You are correct. Base on the numbers you mentioned of 8" distance between shaft ends that should allow you a 0.046" parallel offset with out any problems. But that is assuming perfect angular alignment and zero axial movement. Based on your failure description, the disc coupling manufacture is correct, you have a strain problem. The manufacturer has pointed to mis-alignment but that generally is a summation of many alignments. Angular-Parallel-Axial alignment. Now all those alignments resolve back to angular deflection in the disc pack. I would be willing to bet that you actually have some twisting going on that is actually providing some angular misalignment as well as parallel misalignment. Since you have an API coupling, I would take a measurement across the flex element from adapter to center member flange at 90 degree intervals around the coupling. This measurement will give you the exact angular misalignment that the packs are seeing. It would be best if you did this measurement in the hot condition and measure again when the pump cools down. The manufacturer should have these values defined in their manual, if not I can walk you through how to calculate them base on the coupling manufacturers misalignment rating.

When it comes to couplings we are always here to help.

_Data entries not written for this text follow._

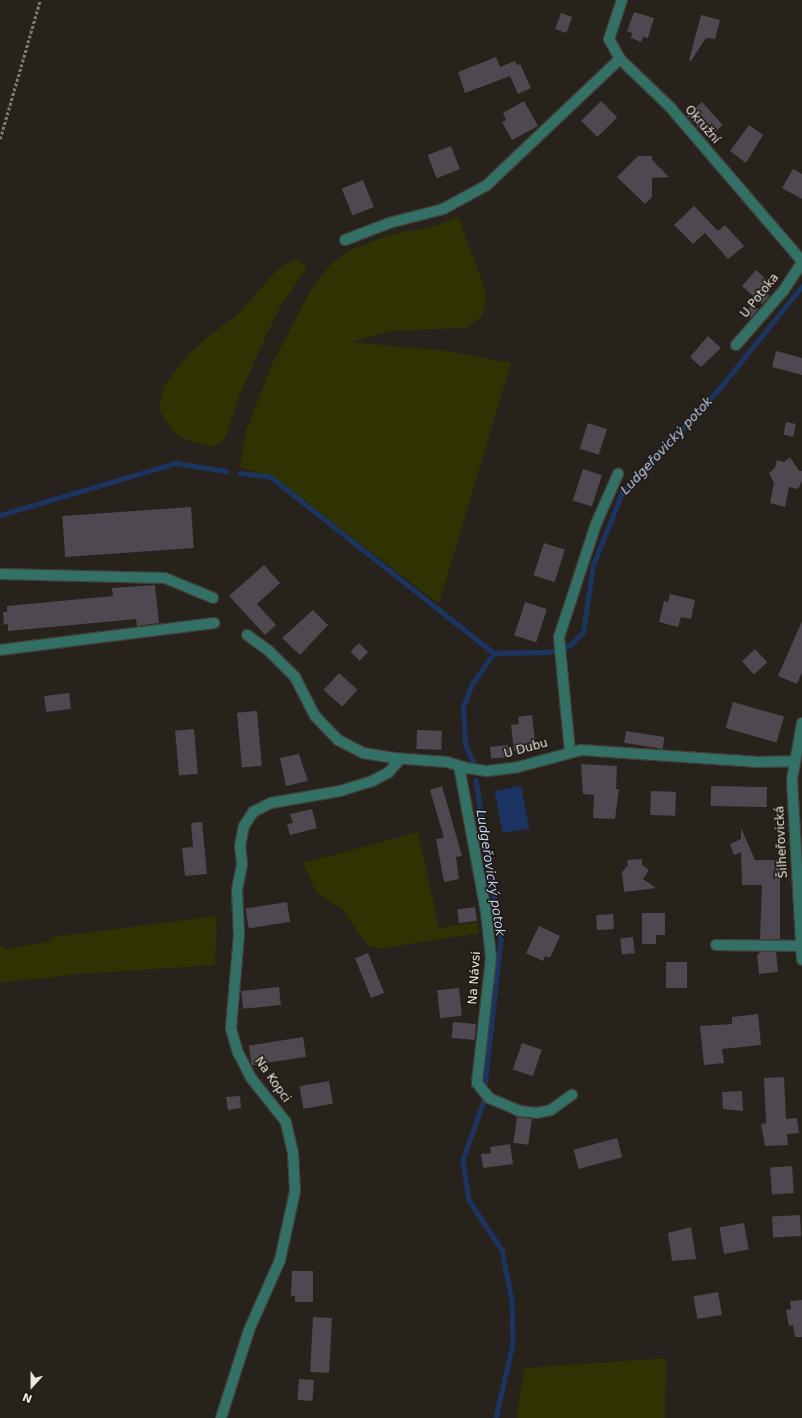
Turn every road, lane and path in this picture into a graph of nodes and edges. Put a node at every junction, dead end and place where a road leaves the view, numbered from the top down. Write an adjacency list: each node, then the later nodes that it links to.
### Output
1 (40, 0): 4 (path)
2 (622, 0): 3 (street, Okružní)
3 (620, 59): 5 (street); 6 (street, Okružní)
4 (0, 139)
5 (345, 240)
6 (802, 262): 7 (street, U Potoka)
7 (736, 345)
8 (618, 474): 15 (street)
9 (0, 574): 10 (street)
10 (212, 598)
11 (214, 623): 13 (street)
12 (247, 635): 16 (street, U Dubu)
13 (0, 650)
14 (802, 723): 17 (street, Šilheřovická)
15 (570, 752): 17 (street, U Dubu); 18 (street, U Dubu)
16 (400, 759): 18 (street, U Dubu); 24 (street, Na Kopci)
17 (794, 761): 19 (street, Šilheřovická)
18 (459, 766): 23 (street, Na Návsi)
19 (800, 904): 21 (street, Šilheřovická)
20 (716, 945): 21 (street)
21 (801, 946): 22 (street, Šilheřovická)
22 (802, 960)
23 (572, 1096)
24 (222, 1418)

http://WWW.PSCCOUPLINGS.COM

 

[electricpete]

Typically these shim pack couplings give warning before failure. If you are inspecting them, you can see the cracks early. If you are not inspecting them, then eventually (at a later stage), you will see pieces of individual shim packs ejected somewhere below coupling guard (but machine continues to run fine at this point). We have seen both the above, but never experienced a complete failure of the coupling that actually stopped the machine. I'm curious what you saw on your four failures.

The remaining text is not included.